China-Serie Wie ein Logabirumer zum Hidden Champion wurde
Der Umgang und nicht zuletzt die Geschäfte mit China sind nicht immer einfach. Ein Versandhändler aus Logabirum hat es im Reich der Mitte trotzdem nach oben geschafft. Mit ganz speziellen Produkten.
Ostfriesland - Prof. Heinz-Gerhard Redeker gilt als ein wenig öffentlichkeitsscheu. Im Gespräch mit unserer Redaktion streitet er das auch gar nicht großartig ab. Uns ist es trotzdem gelungen, dem Gründer von ELV (Elektronik Literatur Verlag) ein paar Details zu seiner Zusammenarbeit mit China zu entlocken.
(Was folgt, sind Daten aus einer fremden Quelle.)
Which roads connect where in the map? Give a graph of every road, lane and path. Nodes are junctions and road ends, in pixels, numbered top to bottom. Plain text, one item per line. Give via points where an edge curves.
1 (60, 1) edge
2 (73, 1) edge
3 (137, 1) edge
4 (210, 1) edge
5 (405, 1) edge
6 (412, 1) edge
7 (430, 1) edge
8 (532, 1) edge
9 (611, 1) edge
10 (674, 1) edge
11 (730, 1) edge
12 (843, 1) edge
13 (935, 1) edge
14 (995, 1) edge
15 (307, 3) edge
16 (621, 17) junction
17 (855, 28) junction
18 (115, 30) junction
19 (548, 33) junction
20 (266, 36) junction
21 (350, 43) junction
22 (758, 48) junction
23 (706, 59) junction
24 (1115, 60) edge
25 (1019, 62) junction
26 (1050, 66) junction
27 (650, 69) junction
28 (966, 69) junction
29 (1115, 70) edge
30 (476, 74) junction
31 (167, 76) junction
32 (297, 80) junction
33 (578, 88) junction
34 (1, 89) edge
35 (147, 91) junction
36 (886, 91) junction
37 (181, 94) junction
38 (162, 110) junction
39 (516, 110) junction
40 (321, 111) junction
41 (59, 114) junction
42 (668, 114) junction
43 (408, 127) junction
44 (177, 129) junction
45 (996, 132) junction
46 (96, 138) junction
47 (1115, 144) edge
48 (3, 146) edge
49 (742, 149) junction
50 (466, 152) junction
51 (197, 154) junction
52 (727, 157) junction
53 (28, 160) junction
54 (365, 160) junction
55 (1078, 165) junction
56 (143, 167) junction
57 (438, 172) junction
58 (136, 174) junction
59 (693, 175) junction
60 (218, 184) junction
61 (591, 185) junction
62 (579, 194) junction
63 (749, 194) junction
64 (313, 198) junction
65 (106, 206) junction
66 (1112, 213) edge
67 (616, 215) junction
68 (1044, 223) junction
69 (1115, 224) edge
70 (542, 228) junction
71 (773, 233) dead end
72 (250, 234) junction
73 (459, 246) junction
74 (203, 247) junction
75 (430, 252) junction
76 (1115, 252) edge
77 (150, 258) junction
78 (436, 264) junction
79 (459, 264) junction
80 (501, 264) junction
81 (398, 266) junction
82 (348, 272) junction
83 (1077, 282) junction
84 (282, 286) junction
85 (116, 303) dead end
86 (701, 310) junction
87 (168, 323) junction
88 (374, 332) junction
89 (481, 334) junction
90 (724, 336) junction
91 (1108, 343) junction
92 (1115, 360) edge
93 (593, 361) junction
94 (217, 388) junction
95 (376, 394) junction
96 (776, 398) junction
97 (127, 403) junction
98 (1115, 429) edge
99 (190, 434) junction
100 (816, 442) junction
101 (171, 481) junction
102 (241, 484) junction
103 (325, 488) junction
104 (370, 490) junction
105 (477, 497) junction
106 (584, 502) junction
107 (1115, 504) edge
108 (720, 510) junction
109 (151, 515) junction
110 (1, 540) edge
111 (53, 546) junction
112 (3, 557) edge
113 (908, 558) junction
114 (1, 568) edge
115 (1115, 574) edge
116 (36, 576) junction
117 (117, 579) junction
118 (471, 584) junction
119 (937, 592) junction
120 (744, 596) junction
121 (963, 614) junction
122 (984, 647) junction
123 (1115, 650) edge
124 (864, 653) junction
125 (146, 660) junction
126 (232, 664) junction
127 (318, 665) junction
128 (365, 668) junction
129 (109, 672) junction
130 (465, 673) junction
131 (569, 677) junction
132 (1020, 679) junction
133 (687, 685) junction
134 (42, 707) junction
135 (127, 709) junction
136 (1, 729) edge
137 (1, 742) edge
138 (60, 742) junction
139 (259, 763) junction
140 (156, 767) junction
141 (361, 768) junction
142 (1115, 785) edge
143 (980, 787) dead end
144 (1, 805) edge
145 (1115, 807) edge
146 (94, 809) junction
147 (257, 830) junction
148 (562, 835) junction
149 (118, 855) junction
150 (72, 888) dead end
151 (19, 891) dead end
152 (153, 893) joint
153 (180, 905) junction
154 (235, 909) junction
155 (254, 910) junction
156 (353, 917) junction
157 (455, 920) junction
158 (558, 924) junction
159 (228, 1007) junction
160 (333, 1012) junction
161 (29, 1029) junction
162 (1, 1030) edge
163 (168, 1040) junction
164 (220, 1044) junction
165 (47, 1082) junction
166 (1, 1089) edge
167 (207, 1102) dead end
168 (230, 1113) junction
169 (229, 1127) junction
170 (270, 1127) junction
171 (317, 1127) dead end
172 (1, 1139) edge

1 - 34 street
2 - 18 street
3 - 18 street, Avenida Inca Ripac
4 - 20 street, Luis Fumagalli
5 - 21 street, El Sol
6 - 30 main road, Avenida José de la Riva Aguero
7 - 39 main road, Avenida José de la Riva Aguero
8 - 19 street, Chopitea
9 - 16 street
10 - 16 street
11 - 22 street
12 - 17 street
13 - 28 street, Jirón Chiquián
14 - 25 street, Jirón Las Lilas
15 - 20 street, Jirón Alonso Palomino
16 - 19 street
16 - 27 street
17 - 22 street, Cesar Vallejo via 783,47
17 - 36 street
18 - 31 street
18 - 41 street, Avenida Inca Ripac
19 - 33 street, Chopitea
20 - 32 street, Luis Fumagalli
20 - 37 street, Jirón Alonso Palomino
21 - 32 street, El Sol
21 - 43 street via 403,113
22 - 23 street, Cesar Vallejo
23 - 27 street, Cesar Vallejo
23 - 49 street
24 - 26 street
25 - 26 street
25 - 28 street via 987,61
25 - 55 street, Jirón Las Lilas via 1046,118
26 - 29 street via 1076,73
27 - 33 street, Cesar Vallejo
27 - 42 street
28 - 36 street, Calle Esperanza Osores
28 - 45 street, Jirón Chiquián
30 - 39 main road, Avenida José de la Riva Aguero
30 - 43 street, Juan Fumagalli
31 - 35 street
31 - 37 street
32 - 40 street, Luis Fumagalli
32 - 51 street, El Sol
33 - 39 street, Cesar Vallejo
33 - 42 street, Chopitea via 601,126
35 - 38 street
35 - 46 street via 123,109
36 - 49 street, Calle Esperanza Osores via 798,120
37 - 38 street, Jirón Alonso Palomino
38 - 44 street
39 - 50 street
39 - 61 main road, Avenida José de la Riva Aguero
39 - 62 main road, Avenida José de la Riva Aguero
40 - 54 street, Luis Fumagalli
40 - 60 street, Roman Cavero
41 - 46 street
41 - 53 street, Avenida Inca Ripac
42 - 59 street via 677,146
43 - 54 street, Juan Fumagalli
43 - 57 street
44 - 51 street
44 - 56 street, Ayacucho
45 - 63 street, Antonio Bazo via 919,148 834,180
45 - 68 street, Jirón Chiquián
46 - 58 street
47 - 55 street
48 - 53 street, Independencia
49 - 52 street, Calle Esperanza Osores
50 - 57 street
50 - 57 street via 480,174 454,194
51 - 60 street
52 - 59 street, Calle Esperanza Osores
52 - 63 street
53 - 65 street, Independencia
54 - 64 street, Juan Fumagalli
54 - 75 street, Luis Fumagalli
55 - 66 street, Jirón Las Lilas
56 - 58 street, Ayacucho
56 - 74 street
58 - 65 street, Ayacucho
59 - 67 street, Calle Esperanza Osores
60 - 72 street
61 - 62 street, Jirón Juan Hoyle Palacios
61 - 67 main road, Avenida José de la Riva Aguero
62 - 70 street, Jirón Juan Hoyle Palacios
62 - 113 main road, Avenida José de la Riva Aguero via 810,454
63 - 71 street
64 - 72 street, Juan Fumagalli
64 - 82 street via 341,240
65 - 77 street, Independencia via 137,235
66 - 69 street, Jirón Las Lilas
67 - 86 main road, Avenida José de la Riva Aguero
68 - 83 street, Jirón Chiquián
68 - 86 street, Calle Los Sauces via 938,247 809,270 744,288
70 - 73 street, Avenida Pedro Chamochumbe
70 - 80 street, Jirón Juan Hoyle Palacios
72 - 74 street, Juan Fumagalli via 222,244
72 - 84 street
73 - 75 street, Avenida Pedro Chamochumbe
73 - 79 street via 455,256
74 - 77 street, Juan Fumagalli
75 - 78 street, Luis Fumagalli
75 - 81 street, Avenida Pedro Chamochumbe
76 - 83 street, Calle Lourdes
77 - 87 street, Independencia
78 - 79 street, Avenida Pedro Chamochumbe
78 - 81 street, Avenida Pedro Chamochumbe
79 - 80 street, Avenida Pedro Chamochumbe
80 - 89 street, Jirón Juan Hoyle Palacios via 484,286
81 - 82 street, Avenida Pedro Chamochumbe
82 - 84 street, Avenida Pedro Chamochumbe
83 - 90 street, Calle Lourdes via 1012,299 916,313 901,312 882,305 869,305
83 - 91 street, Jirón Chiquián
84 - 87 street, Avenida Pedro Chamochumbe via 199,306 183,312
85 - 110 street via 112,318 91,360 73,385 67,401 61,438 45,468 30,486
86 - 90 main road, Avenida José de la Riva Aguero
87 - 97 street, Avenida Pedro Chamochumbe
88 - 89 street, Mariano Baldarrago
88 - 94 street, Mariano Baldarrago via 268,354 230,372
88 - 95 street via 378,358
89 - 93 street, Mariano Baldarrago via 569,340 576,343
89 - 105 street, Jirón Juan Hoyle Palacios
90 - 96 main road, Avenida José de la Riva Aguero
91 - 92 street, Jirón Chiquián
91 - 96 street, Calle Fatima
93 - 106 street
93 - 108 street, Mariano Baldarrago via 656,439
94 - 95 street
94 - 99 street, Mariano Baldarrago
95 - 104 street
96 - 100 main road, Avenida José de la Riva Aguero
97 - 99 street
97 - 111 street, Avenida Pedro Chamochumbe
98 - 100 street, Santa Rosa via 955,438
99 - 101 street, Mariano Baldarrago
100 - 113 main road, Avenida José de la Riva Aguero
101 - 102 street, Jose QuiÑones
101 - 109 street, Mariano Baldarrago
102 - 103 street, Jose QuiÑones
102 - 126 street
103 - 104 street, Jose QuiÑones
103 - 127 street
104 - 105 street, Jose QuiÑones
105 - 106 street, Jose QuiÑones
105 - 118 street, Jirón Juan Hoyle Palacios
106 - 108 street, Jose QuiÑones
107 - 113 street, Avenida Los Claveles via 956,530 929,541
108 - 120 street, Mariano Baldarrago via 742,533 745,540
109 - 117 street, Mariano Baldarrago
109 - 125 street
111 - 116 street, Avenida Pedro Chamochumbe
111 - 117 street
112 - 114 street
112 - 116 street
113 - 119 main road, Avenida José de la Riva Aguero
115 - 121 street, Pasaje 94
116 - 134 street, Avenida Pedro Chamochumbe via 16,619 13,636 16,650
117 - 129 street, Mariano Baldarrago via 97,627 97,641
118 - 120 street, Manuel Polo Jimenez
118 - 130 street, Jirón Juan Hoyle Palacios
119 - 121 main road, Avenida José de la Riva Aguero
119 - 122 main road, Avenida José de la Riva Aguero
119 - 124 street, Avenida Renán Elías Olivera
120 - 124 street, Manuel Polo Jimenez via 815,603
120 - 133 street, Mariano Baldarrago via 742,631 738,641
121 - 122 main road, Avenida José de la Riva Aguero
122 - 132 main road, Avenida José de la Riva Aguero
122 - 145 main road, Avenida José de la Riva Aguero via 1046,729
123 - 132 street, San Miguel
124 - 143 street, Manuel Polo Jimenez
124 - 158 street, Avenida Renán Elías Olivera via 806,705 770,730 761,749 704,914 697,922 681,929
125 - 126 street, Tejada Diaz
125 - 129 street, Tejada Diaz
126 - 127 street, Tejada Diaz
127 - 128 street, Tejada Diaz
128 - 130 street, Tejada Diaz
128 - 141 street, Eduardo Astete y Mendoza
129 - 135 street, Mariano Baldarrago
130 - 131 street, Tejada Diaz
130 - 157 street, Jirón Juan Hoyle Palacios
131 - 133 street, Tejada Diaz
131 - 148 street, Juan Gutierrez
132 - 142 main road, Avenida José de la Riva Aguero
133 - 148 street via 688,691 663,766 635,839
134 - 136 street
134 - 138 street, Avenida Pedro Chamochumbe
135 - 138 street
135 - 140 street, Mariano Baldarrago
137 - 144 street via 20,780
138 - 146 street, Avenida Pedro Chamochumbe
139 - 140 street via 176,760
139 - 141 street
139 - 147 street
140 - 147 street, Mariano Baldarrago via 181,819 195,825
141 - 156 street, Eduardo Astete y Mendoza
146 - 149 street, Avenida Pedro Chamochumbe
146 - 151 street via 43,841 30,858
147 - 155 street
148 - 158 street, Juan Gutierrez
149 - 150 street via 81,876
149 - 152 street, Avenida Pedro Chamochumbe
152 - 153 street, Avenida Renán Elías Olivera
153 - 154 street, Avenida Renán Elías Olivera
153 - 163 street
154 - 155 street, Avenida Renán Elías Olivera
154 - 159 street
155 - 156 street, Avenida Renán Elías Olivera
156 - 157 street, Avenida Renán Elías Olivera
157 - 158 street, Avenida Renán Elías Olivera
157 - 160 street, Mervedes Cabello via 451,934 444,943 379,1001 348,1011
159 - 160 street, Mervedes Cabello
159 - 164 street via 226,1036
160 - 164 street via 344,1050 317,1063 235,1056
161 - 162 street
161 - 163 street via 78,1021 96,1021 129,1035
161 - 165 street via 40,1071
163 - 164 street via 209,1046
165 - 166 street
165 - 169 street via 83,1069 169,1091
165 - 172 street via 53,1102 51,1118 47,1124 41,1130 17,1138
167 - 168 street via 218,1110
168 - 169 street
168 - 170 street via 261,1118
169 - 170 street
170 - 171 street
ELV hat eine lange Tradition im Geschäft mit China. „Als Versandhaus haben wir bereits Ende der 80er Jahre begonnen, Produkte aus China zu importieren“, sagt Redeker. „Zunächst haben wir Bauteile an Elektronik-Enthusiasten verkauft, später auch fertige Produkte.“
Vom Versand zur eigenen Produktion
Was als kleines Geschäft in Leer-Logabirum begonnen hatte, entwickelte sich überraschend schnell. „Dieses Versandgeschäft wuchs immer weiter an, so dass ich mich Mitte der 90er Jahre entschlossen habe, in China eine eigene Produktion zu gründen“, sagt Redeker. Über die Niederlassung in Hongkong habe ELV in gemieteten Gebäuden in China mit der Produktion begonnen. In den Jahren 2007/2008 folgte dann in Zhuhai auf 33.000 Quadratmetern eine eigene Produktionsstätte inkl. Infrastruktur – zum Beispiel mit Wohnräumen für die Arbeiterinnen und E-Bussen. „Außerdem stellen wir dort auch die Werkzeuge für die Produktion her“, betont Redeker. „Wir verfügen dort wirklich über eine hohe Fertigungstiefe bis zum Endprodukt.“
Hält man sich als Unternehmer aus der großen Politik heraus, kann sich das wirtschaftlich auszahlen. „Wir haben damals umgerechnet etwa 10 Millionen Euro in den Standort Zhuhai investiert“, erinnert sich Redeker. Mittlerweile habe sich der Wert des Landes mehr als verzehnfacht. Zhuhai grenzt direkt an Macau. Macau wiederum liegt 50 Kilometer westlich von Hongkong.
Geschickter Umgang mit chinesischen Mitarbeitern
In China arbeiten laut Redeker etwa 500 bis 800 Leute für ELV. „Wir haben eine gewisse Atmung in der Größe der Belegschaft. Das muss man vielleicht erläutern“, erklärt der Firmengründer. „Chinesen lieben Mehrarbeit. Sie erhalten nicht nur bei uns vor allem an den Wochenenden sehr hohe Zuschläge. Wenn wir nicht genug Mehrarbeit anbieten können, suchen sich die Menschen hier schnell eine neue Stelle.“
ELV erwirtschaftet nach eigenen Angaben jährlich einen Umsatz von rund 100 Millionen Euro. Allein hier in Leer arbeiten etwa 350 Menschen – davon über 100 in der Entwicklungsabteilung. „Wir sind im Bereich Smarthome Marktführer in Europa, hauptsächlich in der Region DACH“, sagt Redeker. Derzeit plant ELV am Leeraner Standort ein neues Entwicklungszentrum, das im Frühjahr 2028 fertig sein soll. Baubeginn soll bereits im Februar dieses Jahres sein.
Redeker hat im Prinzip zwei Firmen: die ELV Elektronik AG, die sich an Endkunden richtet, und die eQ-3 AG, die sich um Großkunden kümmert. Im Angebot sind mehrere tausend Artikel. Für Einsteiger gibt es beispielsweise Heizregler, mit deren Hilfe sich nicht nur die Heizungen steuern lassen, sondern die auch noch Energie sparen helfen.